**DIRECTIONS:** Every line of the entries with the word "Include" in it should be shown.

**WORKING DATA:**
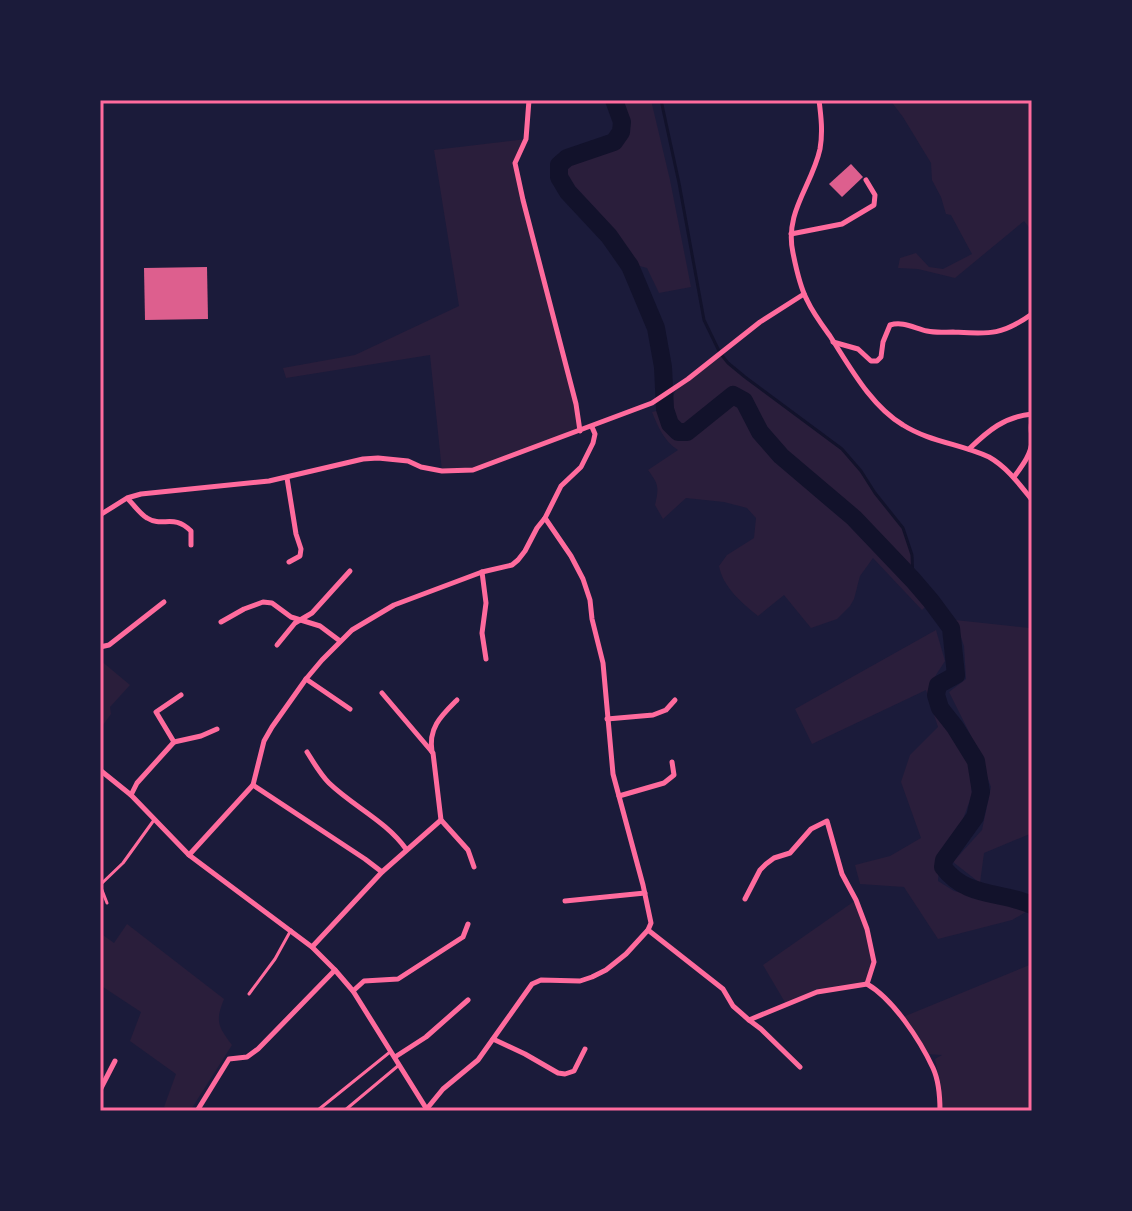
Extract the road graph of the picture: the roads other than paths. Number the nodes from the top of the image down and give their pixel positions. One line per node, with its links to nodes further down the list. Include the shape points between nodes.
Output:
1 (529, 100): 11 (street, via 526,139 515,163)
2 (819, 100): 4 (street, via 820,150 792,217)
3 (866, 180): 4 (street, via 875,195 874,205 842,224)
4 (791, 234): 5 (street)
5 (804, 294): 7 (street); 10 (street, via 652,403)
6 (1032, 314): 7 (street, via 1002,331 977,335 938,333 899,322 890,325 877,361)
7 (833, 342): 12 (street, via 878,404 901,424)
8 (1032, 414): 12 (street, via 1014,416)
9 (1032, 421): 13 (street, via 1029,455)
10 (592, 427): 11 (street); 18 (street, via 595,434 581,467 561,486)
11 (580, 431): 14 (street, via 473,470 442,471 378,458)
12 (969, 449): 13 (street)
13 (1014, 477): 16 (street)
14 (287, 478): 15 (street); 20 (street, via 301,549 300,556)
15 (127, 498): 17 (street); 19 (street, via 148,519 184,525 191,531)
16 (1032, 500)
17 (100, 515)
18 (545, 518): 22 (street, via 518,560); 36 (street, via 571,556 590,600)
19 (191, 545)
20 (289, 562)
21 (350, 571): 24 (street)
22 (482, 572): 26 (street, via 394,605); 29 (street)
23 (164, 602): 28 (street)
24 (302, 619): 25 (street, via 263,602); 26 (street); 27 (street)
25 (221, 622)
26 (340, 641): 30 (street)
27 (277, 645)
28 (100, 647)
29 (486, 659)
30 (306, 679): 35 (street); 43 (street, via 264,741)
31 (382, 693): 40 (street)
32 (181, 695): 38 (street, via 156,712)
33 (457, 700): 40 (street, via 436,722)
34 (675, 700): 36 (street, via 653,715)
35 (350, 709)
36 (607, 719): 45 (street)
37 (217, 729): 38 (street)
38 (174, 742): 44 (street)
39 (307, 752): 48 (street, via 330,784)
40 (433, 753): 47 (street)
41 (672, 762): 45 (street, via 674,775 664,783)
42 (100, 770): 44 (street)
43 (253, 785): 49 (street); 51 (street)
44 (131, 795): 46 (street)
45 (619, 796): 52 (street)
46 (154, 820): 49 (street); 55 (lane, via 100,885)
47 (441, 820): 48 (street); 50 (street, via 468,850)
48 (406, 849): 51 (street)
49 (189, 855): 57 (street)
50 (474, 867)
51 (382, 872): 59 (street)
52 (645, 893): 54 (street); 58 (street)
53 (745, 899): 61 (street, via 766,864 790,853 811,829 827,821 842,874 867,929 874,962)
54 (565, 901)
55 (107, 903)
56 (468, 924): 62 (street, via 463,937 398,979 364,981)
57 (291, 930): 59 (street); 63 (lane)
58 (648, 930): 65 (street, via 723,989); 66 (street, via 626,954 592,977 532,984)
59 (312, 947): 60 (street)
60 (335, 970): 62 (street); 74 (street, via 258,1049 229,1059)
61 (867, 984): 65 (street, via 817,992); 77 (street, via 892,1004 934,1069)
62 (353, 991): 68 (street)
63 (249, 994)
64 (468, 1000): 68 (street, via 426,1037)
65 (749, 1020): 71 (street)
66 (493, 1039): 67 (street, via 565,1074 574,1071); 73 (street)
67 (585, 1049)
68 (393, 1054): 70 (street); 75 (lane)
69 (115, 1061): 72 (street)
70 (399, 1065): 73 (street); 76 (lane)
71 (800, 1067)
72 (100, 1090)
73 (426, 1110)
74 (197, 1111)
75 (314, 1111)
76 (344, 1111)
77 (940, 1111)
...
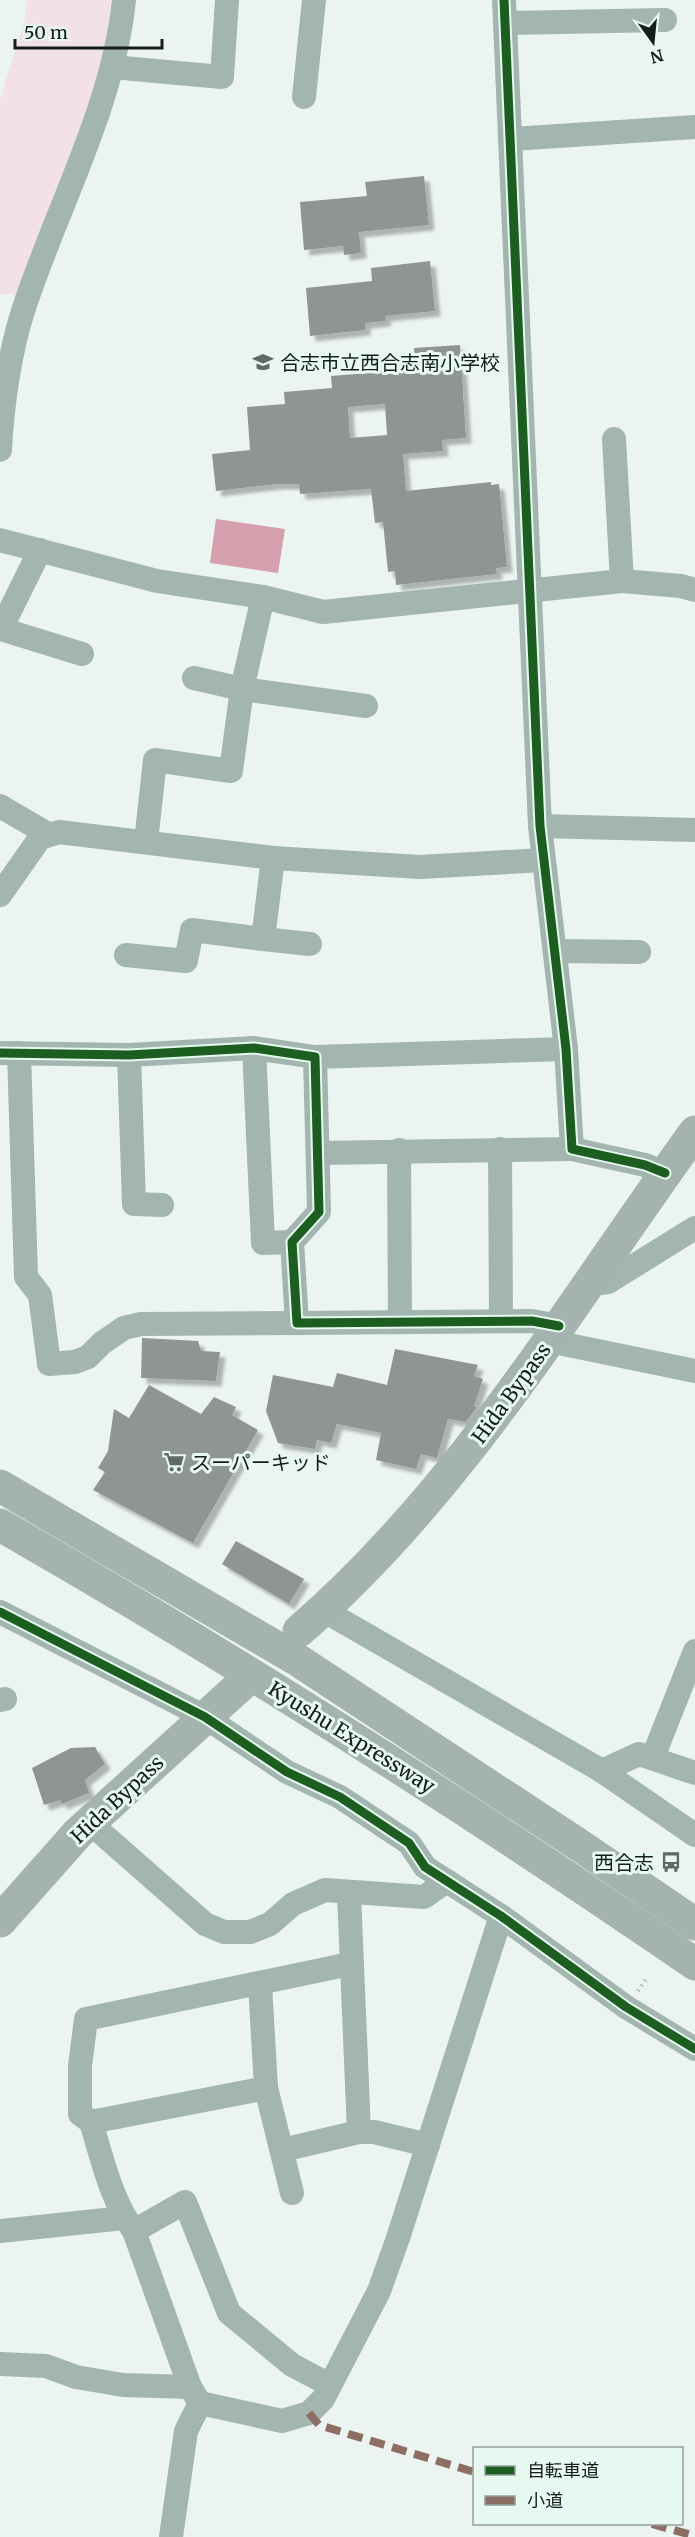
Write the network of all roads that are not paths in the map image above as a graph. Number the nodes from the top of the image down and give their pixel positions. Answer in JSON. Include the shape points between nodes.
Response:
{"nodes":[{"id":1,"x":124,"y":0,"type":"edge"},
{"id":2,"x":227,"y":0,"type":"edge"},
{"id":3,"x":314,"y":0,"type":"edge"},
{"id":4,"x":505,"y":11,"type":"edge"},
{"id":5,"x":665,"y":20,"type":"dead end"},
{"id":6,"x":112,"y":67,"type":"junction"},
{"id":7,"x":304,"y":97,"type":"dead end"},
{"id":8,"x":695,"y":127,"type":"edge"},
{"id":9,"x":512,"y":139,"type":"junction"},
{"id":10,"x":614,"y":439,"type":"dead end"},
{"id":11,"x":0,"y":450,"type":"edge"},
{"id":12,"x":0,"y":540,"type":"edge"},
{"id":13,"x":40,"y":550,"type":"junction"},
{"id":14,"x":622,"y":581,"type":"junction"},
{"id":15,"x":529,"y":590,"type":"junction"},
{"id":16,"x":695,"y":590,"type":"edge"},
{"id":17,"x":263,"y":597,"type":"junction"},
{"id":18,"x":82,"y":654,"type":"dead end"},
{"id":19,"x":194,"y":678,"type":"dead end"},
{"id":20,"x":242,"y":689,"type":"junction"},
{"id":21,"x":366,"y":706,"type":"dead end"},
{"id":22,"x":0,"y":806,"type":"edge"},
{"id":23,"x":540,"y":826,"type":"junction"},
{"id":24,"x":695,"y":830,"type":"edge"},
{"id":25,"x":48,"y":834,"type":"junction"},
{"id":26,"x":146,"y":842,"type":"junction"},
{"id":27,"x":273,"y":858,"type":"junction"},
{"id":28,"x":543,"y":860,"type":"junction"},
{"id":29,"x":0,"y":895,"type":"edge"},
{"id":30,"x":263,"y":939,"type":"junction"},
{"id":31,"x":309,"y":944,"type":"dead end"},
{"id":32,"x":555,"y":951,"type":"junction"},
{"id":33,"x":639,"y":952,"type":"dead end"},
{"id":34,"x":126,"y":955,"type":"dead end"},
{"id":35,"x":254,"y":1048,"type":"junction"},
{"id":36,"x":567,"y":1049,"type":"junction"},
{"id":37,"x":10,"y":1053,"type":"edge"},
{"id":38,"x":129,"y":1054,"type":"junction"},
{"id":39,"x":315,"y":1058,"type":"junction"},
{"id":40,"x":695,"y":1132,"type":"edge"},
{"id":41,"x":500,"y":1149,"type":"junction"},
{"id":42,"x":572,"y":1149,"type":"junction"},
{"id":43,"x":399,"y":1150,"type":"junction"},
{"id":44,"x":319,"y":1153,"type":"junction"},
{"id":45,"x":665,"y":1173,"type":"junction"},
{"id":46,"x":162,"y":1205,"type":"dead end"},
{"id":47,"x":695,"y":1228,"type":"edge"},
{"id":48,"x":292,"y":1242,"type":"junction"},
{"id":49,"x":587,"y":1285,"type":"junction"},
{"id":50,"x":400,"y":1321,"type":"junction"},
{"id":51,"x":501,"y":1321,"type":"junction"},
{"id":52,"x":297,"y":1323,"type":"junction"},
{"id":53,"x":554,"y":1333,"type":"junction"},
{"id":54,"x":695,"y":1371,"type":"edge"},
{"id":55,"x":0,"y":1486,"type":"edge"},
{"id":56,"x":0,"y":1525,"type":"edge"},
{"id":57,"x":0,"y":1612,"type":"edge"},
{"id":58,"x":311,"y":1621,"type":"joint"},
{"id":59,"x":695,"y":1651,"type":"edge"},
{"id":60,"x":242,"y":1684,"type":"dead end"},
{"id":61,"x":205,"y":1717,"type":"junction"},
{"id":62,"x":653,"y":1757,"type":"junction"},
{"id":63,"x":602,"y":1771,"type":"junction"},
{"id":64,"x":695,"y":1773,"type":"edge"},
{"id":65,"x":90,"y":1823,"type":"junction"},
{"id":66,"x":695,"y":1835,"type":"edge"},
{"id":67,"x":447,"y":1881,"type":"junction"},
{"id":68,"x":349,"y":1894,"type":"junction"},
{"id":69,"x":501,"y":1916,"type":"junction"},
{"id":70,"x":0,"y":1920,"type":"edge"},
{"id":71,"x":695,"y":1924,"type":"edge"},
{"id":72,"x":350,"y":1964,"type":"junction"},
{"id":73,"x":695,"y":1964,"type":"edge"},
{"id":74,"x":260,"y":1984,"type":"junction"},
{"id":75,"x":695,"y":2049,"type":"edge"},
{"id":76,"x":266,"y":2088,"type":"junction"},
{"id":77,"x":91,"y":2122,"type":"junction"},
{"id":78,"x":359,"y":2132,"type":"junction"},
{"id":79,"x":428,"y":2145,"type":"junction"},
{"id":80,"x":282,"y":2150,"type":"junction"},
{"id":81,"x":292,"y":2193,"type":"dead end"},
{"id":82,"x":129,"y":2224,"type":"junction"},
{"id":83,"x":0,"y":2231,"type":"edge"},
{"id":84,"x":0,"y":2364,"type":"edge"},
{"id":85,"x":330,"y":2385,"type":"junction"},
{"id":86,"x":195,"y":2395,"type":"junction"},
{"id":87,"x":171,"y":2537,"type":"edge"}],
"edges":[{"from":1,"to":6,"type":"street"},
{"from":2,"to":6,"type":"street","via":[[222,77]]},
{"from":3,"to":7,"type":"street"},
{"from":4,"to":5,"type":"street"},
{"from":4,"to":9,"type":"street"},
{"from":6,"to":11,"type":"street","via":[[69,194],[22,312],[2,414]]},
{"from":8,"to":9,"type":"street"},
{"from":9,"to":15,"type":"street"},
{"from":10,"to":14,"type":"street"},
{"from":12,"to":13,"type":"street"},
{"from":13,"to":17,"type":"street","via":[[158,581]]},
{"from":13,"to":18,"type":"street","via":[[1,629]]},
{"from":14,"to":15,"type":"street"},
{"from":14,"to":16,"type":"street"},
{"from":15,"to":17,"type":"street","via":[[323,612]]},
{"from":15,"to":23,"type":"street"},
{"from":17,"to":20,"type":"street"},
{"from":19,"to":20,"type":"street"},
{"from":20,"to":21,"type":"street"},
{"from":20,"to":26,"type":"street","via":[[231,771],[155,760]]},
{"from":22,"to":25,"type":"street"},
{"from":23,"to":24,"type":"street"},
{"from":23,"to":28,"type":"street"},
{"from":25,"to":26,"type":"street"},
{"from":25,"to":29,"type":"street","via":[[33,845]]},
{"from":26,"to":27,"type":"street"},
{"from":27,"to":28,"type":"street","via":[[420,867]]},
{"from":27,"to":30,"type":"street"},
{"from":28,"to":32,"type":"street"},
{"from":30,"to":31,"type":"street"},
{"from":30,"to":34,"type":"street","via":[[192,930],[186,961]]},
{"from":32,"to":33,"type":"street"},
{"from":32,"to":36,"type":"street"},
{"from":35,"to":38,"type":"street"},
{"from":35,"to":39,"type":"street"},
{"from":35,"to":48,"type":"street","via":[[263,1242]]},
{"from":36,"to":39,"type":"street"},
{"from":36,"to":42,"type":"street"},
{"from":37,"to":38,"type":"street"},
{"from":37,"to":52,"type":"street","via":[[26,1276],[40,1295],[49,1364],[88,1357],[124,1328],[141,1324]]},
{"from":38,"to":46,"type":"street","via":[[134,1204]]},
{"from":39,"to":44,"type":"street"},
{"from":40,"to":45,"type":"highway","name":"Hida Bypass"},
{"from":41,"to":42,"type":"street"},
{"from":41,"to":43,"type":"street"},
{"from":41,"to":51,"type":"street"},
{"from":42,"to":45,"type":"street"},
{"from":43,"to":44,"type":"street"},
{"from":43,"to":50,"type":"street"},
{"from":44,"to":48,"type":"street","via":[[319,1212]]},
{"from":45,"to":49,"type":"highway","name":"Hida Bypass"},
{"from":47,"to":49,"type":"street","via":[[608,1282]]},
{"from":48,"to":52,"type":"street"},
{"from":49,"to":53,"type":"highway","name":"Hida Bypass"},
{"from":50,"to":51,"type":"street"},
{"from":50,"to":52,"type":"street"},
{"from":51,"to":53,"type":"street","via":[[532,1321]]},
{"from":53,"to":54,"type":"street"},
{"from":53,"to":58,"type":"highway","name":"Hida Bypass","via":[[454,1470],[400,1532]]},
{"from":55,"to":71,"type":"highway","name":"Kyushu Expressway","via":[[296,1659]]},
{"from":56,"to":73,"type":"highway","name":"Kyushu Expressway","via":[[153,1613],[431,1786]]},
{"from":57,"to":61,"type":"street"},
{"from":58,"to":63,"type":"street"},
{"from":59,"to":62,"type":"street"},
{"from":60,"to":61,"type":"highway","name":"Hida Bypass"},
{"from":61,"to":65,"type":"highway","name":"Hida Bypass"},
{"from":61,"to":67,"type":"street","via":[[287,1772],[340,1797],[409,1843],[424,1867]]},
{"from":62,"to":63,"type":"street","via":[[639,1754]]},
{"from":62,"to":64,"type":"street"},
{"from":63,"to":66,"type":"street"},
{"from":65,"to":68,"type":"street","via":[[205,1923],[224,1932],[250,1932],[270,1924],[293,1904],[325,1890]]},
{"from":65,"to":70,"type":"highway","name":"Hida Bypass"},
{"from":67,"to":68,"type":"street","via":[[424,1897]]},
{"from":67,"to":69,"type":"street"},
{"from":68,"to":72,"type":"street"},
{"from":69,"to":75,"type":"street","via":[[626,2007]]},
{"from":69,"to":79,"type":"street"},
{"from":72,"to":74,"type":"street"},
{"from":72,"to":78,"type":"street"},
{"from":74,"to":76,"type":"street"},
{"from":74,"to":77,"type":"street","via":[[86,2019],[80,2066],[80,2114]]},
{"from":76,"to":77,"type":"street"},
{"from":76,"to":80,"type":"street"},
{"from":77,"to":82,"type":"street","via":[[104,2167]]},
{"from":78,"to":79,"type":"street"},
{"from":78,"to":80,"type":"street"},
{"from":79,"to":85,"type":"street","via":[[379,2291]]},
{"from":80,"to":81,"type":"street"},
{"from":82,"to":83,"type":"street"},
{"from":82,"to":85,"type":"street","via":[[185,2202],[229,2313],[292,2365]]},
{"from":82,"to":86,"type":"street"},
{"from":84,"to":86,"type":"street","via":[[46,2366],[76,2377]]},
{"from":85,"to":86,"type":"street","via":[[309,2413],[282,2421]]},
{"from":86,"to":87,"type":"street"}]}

**RESULT OF THE TASK:**
Extract the road graph of the picture: the roads other than paths. Number the nodes from the top of the image down and give their pixel positions. One line per node, with its links to nodes further down the list. Include the shape points between nodes.
Write the network of all roads that are not paths in the map image above as a graph. Number the nodes from the top of the image down and give their pixel positions. Answer in JSON. Include the shape points between nodes.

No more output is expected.